YOUR OBJECTIVE -> Match on the string "PALO" in the entries below and return every matching line.

Stored data
•••••
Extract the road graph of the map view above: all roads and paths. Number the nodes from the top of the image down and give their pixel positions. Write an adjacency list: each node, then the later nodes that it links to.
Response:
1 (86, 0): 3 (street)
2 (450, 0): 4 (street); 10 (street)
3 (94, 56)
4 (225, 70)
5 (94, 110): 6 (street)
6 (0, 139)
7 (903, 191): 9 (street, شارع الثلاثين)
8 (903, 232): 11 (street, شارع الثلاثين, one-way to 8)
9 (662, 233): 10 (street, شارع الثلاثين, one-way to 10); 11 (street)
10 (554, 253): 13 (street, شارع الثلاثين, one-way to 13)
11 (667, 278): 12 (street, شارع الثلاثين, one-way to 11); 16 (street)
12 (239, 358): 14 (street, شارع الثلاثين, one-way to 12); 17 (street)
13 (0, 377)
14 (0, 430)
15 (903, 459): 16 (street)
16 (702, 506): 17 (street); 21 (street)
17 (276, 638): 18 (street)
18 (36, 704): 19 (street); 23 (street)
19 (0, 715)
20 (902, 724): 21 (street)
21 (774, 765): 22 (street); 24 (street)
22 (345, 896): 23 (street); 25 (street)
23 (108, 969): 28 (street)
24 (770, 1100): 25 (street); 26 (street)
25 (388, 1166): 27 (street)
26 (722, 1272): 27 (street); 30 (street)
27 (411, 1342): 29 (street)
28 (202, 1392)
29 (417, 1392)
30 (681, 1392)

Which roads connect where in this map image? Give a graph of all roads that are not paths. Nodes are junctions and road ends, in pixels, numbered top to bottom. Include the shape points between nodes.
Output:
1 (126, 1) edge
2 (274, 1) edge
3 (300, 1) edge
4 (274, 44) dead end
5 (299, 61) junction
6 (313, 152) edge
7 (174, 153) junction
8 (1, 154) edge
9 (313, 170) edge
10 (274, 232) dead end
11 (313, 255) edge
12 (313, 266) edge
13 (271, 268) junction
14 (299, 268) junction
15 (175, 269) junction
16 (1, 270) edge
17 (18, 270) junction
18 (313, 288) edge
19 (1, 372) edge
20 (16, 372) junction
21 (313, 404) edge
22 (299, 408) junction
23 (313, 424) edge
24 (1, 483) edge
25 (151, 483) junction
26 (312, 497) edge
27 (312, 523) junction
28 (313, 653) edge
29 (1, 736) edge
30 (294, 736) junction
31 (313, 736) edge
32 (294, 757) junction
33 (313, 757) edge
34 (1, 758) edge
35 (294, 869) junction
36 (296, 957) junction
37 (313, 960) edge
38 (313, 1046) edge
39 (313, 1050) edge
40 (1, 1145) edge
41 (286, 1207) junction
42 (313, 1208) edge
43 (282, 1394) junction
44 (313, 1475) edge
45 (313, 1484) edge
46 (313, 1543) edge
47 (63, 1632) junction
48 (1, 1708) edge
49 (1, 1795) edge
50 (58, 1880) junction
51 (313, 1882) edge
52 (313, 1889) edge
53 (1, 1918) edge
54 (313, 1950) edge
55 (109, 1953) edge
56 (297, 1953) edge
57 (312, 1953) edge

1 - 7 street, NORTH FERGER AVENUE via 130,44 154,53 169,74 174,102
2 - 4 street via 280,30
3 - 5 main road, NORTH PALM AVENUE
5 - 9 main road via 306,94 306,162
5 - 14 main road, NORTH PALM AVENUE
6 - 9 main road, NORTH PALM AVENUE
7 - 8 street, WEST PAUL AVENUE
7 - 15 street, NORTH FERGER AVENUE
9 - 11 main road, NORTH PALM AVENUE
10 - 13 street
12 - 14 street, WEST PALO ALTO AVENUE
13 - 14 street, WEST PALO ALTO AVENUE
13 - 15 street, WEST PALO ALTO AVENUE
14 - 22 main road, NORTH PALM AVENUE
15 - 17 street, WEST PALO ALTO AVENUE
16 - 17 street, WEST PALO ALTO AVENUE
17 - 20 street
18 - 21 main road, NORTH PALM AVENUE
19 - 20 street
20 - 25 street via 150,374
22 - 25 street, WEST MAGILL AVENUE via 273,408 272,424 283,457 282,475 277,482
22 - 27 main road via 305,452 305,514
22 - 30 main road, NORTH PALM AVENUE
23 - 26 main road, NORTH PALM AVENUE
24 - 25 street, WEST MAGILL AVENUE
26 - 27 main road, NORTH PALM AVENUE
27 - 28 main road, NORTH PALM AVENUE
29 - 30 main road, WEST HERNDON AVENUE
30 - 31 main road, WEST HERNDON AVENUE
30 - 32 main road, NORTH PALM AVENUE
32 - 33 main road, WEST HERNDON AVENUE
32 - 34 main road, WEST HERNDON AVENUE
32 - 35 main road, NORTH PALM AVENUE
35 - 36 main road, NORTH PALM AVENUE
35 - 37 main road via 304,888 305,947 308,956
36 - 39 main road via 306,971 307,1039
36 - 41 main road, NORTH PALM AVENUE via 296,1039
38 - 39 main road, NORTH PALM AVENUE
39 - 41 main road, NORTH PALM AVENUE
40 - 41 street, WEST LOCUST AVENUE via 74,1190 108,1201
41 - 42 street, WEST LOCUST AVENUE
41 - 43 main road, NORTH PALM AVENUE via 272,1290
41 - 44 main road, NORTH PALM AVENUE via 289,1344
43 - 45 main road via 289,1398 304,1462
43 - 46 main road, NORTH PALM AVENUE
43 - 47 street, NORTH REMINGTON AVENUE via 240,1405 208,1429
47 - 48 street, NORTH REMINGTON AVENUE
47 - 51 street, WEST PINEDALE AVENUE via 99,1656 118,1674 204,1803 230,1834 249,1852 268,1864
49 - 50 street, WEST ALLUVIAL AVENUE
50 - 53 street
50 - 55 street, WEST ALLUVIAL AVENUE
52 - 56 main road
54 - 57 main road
•••••
RESPONSE AREA ->
12 - 14 street, WEST PALO ALTO AVENUE
13 - 14 street, WEST PALO ALTO AVENUE
13 - 15 street, WEST PALO ALTO AVENUE
15 - 17 street, WEST PALO ALTO AVENUE
16 - 17 street, WEST PALO ALTO AVENUE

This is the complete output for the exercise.